== SUPPLIED RECORDS ==
..........

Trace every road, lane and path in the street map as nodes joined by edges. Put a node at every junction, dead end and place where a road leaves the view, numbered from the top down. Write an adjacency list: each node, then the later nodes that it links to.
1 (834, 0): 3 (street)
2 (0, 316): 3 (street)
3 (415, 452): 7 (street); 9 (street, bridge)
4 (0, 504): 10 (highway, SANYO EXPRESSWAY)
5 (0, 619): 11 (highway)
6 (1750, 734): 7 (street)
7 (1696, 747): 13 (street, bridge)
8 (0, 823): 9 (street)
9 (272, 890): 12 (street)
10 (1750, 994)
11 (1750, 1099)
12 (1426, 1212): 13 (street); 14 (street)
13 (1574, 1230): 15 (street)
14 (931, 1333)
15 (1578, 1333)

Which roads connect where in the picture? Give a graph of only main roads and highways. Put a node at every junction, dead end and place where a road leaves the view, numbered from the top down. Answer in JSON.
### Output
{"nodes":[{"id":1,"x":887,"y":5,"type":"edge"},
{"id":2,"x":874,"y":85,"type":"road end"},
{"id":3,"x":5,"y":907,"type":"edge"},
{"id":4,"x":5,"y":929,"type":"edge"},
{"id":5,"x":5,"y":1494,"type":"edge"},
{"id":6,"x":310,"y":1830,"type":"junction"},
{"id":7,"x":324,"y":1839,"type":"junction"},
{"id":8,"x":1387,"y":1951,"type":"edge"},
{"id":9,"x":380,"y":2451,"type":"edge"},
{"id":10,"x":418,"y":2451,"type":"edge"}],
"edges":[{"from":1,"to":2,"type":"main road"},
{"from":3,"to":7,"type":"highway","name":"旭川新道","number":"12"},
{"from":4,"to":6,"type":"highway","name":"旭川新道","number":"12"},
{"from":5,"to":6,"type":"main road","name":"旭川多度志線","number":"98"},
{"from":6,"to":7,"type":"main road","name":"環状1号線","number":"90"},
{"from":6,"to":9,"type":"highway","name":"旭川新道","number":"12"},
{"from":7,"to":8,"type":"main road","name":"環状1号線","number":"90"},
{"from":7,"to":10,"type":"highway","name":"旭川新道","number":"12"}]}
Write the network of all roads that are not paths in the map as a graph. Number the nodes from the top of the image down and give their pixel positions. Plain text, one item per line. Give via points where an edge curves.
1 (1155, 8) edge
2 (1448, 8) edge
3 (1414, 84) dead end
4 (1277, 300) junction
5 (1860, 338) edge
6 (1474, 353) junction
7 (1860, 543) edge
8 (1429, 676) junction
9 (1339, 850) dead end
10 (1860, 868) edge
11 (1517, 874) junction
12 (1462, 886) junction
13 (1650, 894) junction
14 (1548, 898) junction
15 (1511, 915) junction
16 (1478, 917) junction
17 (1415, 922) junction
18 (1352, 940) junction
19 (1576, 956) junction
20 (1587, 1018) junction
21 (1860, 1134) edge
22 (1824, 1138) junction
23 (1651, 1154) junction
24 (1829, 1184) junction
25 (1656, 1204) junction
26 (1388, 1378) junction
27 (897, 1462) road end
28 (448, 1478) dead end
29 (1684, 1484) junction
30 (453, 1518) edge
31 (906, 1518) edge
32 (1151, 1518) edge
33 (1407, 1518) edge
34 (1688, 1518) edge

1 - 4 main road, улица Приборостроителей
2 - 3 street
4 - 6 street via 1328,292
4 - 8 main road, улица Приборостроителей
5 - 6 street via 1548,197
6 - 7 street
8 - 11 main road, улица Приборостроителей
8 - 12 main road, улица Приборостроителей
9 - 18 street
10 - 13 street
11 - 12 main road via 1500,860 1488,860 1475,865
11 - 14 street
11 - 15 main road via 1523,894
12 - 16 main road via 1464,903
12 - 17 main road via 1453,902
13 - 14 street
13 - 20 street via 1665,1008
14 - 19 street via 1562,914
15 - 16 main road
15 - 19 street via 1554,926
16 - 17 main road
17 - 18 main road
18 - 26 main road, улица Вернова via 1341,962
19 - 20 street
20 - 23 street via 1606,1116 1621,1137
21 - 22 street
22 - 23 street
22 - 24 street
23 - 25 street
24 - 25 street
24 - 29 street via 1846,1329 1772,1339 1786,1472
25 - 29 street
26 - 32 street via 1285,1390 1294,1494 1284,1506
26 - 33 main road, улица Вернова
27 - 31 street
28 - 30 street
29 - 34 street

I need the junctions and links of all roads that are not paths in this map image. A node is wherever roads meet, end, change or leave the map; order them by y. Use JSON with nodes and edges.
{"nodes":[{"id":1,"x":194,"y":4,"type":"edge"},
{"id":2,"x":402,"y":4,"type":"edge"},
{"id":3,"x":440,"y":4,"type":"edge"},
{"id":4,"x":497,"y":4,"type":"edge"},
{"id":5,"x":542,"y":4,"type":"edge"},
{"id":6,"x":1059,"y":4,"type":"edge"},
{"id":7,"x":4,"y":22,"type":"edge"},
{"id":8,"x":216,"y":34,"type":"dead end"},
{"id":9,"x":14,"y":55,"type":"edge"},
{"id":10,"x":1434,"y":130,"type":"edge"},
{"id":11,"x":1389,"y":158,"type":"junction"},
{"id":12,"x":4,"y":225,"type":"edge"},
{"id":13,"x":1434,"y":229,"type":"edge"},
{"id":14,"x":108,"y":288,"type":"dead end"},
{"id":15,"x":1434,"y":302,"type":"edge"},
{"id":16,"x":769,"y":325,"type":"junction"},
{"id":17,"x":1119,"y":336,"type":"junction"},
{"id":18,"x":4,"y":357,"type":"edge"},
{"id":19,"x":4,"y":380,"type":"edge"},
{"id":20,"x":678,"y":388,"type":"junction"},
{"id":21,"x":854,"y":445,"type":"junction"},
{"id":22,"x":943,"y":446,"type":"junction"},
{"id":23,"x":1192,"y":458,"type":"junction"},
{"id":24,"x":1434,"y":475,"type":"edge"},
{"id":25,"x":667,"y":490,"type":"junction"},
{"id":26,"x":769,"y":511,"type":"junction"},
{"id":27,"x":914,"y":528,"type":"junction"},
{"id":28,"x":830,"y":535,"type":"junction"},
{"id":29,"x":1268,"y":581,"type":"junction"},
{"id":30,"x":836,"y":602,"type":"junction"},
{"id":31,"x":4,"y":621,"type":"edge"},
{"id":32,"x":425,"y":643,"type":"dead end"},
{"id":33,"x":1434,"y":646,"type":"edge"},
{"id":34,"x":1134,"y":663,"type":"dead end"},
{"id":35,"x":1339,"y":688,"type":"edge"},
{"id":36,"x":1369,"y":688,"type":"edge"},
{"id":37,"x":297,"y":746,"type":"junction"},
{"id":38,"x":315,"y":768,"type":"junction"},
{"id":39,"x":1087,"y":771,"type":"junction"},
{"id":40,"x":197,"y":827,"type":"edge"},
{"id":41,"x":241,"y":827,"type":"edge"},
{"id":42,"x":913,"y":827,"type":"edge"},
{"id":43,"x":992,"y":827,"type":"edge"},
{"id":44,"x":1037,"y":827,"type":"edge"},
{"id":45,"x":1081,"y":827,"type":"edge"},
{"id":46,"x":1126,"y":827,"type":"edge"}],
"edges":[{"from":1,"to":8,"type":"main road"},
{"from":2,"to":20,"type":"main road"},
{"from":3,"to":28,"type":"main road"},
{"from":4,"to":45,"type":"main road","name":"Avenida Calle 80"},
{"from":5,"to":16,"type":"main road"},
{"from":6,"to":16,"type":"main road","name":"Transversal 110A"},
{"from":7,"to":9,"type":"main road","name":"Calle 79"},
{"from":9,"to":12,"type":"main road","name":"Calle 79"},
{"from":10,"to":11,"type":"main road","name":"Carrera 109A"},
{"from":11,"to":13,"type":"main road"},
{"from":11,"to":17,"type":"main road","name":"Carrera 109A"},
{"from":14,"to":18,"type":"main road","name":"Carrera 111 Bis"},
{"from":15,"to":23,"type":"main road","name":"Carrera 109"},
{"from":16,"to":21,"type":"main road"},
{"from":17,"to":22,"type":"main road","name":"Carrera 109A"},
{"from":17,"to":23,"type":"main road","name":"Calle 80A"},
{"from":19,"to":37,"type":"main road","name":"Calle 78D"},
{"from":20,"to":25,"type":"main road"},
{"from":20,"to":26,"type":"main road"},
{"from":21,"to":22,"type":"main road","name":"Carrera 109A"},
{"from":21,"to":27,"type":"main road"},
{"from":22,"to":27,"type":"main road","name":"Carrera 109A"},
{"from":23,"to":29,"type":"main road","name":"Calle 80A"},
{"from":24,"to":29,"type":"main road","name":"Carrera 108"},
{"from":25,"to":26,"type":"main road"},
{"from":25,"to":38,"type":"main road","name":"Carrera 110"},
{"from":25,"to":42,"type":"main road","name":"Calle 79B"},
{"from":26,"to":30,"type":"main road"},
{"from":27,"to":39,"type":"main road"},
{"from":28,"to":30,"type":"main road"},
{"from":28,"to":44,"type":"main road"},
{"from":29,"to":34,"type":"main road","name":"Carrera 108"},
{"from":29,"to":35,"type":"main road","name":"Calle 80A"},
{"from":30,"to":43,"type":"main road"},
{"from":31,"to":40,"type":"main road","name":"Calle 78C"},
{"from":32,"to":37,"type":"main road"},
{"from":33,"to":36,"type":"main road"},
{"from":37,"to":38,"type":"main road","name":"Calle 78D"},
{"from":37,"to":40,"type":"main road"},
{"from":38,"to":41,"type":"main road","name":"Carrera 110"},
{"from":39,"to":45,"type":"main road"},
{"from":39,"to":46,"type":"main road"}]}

..........

== EXERCISE OBJECTIVE ==
What lines in the entries contain "roads"? Report each one by copying it.

== EXERCISE RESPONSE ==
Which roads connect where in the picture? Give a graph of only main roads and highways. Put a node at every junction, dead end and place where a road leaves the view, numbered from the top down. Answer in JSON.
Write the network of all roads that are not paths in the map as a graph. Number the nodes from the top of the image down and give their pixel positions. Plain text, one item per line. Give via points where an edge curves.
I need the junctions and links of all roads that are not paths in this map image. A node is wherever roads meet, end, change or leave the map; order them by y. Use JSON with nodes and edges.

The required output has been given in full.